Post-COVID fatigue pathophysiology
- Persistent microglial activation:PET studies (TSPO ligands) and post-mortem brain tissue from Long COVID patients show sustained microglial activation in brainstem, cerebellum, and cortical regions. Microglial NOX2 produces superoxide that damages nearby neurons and oligodendrocytes, contributing to brain fog, fatigue, and autonomic dysfunction. This is mechanistically identical to the microglial pathology in ME/CFS.
- Mitochondrial dysfunction:Post-COVID skeletal muscle biopsies document reduced Complex I and Complex III activity, impaired oxidative phosphorylation, and increased lactate production at rest. This mirrors ME/CFS mitochondrial pathology. The result is ATP depletion on demand — exertion that previously required no recovery now causes multi-day relapse (post-exertional malaise, PEM).
- NADPH oxidase in endothelium:SARS-CoV-2 spike protein activates endothelial NOX2 directly via ACE2 signalling. Persistent endothelial NOX2 activation produces superoxide that scavenges nitric oxide, reducing vasodilation and microvascular perfusion — contributing to orthostatic intolerance and tissue hypoxia.
- Mast cell activation:Mast cell activation syndrome (MCAS) is disproportionately prevalent in Long COVID. Mast cell degranulation releases histamine, tryptase, and prostaglandins that drive fatigue, brain fog, and autonomic symptoms. The GLA/DGLA fatty acid pathway in spirulina competes with arachidonic acid for 5-LOX, reducing leukotriene production from mast cells.

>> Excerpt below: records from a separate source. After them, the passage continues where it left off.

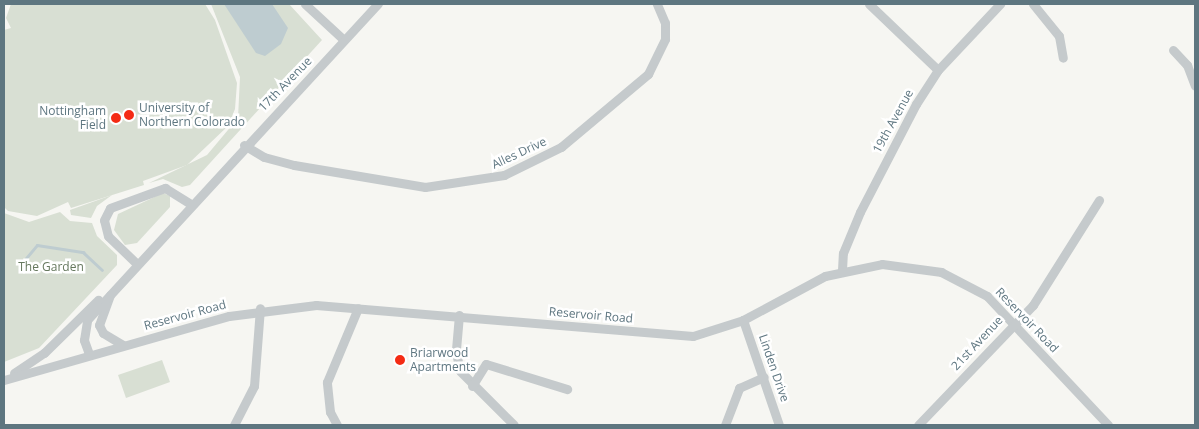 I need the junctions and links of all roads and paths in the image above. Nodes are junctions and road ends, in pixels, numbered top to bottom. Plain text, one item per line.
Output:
1 (305, 4) edge
2 (378, 4) edge
3 (657, 4) edge
4 (869, 4) edge
5 (1000, 4) edge
6 (1033, 4) edge
7 (344, 40) junction
8 (1173, 50) dead end
9 (1063, 58) dead end
10 (938, 70) junction
11 (1195, 86) edge
12 (244, 145) junction
13 (1099, 200) dead end
14 (191, 204) junction
15 (136, 264) junction
16 (842, 270) junction
17 (111, 292) junction
18 (260, 308) junction
19 (358, 308) junction
20 (459, 315) junction
21 (743, 320) junction
22 (1013, 322) junction
23 (123, 345) junction
24 (88, 354) junction
25 (764, 377) junction
26 (4, 380) edge
27 (472, 386) junction
28 (567, 389) dead end
29 (234, 425) edge
30 (337, 425) edge
31 (514, 425) edge
32 (725, 425) edge
33 (779, 425) edge
34 (918, 425) edge
35 (1108, 425) edge

1 - 7 street
2 - 7 street, 17th Avenue
3 - 12 street, Alles Drive
4 - 10 street
5 - 10 street, 19th Avenue
6 - 9 street
7 - 12 street, 17th Avenue
8 - 11 street
10 - 16 street, 19th Avenue
12 - 14 street, 17th Avenue
13 - 22 street, 21st Avenue
14 - 15 street, 17th Avenue
14 - 15 street
15 - 17 street, 17th Avenue
16 - 21 street, Reservoir Road
16 - 22 street, Reservoir Road
17 - 23 street
17 - 24 street, 17th Avenue
17 - 26 street
18 - 19 street, Reservoir Road
18 - 23 street, Reservoir Road
18 - 29 street
19 - 20 street, Reservoir Road
19 - 30 street
20 - 21 street, Reservoir Road
20 - 27 street
21 - 25 street, Linden Drive
22 - 34 street, 21st Avenue
22 - 35 street, Reservoir Road
23 - 24 street, Reservoir Road
24 - 26 street, Reservoir Road
25 - 32 street
25 - 33 street, Linden Drive
27 - 28 street
27 - 31 street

Iron and haematological complications
- Hyperferritinaemia masking depletion:Acute COVID-19 causes extreme ferritin elevation (ferritin is an acute-phase reactant). In recovery, ferritin falls — but may remain elevated for months while true iron stores are depleted. The ferritin reading overestimates iron status in the post-acute phase. Transferrin saturation (<20%) and soluble transferrin receptor (>2.5 mg/L) are more reliable markers of functional iron deficiency in this context.
- Haemolysis:SARS-CoV-2 causes haemolytic anaemia in some patients. Red cell survival is reduced; haemoglobin falls. Combined with poor appetite and reduced absorption during illness, iron deficiency is common post-COVID.

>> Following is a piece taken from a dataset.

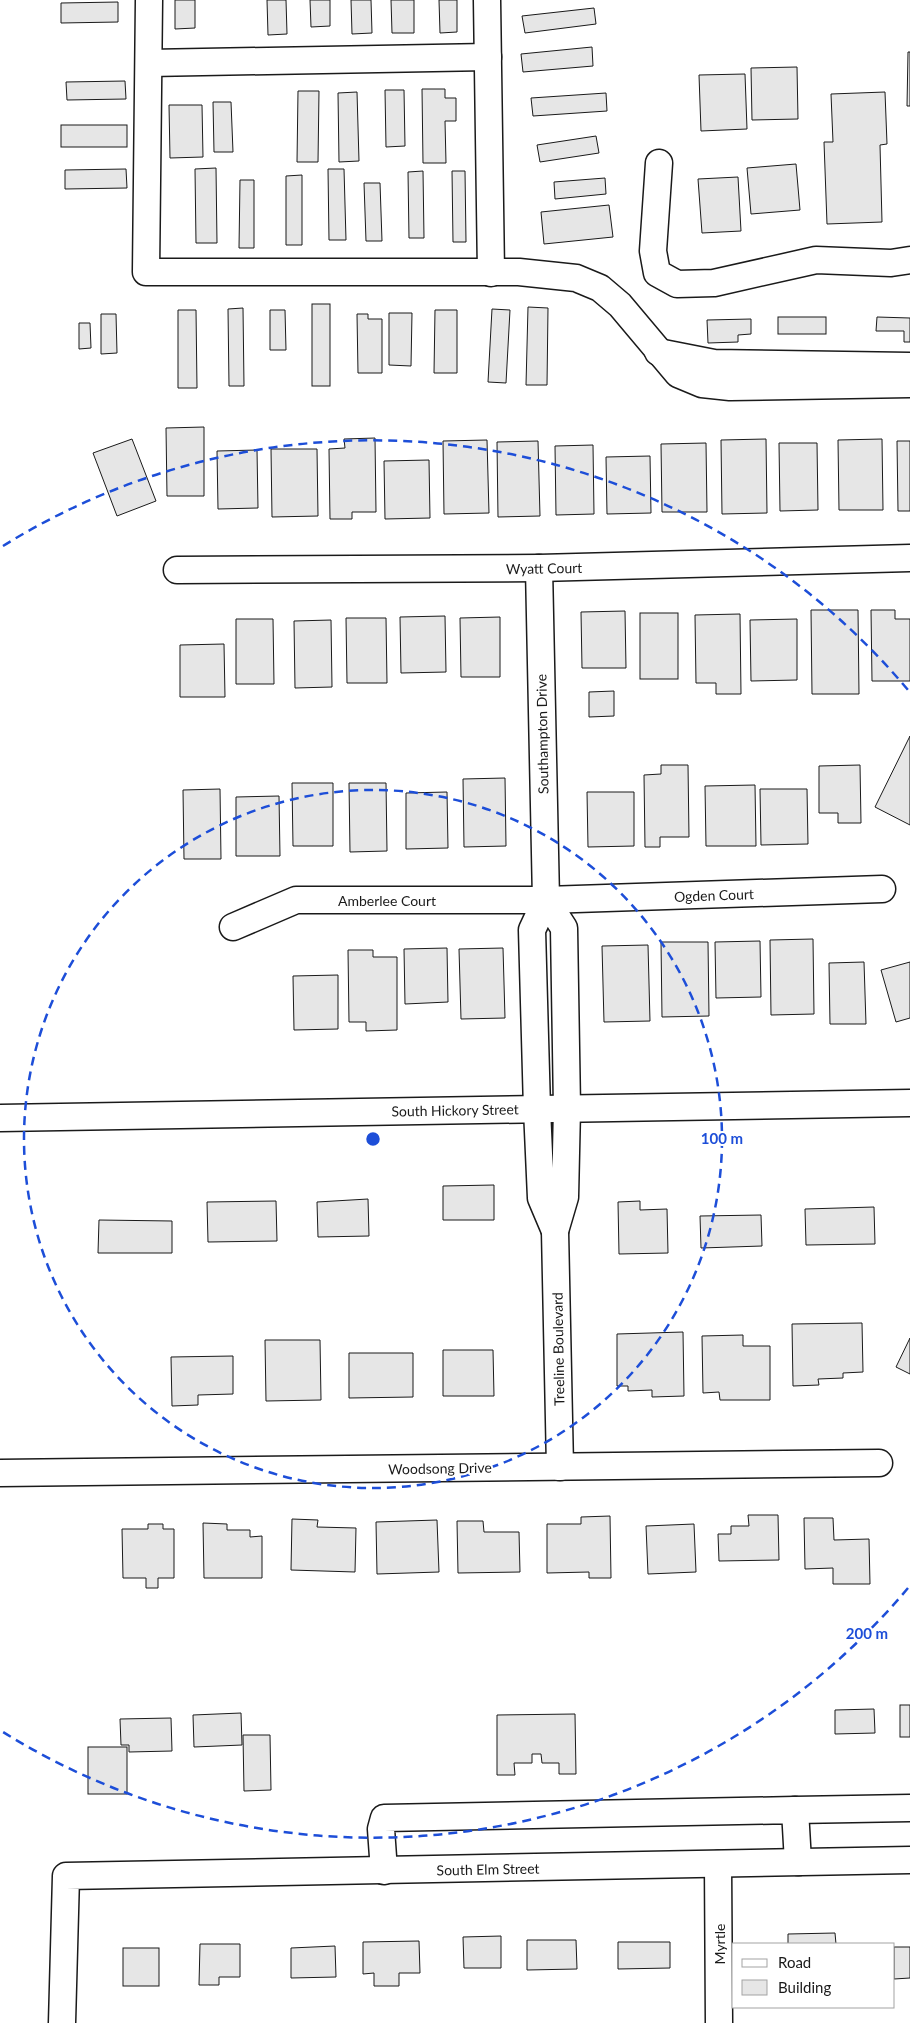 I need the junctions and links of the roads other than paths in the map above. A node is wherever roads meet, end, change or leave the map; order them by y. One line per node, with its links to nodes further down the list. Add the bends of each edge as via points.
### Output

- Spirulina’s iron (4–8 mg/5 g depending on form) is relevant for post-COVID iron repletion — but check transferrin saturation, not just ferritin, before supplementing. If ferritin remains elevated (>200 µg/L) with normal transferrin saturation, hold iron-containing supplements.
PEM and the start-low imperative
- Post-exertional malaise (PEM) — symptom worsening triggered by physical or cognitive exertion — is the hallmark of ME/CFS-overlap Long COVID. Any new supplement or intervention can trigger PEM in sensitised patients if introduced at standard doses.
- Start spirulina at 0.5 g/day for the first week. Increase by 0.5 g every 1–2 weeks, monitoring for 24–48 hour delayed worsening (the typical PEM window). Target dose 3–5 g/day over 6–8 weeks if tolerated.
- If any PEM-like worsening occurs after a dose increase, return to the previous dose and wait 2 weeks before attempting to increase again.
Phycocyanobilin mechanisms in post-COVID context
- NOX2 inhibition in microglia: reduces the superoxide production driving brain fog and neuroinflammatory fatigue. The same mechanism applies to endothelial NOX2 activated by persistent spike protein signalling.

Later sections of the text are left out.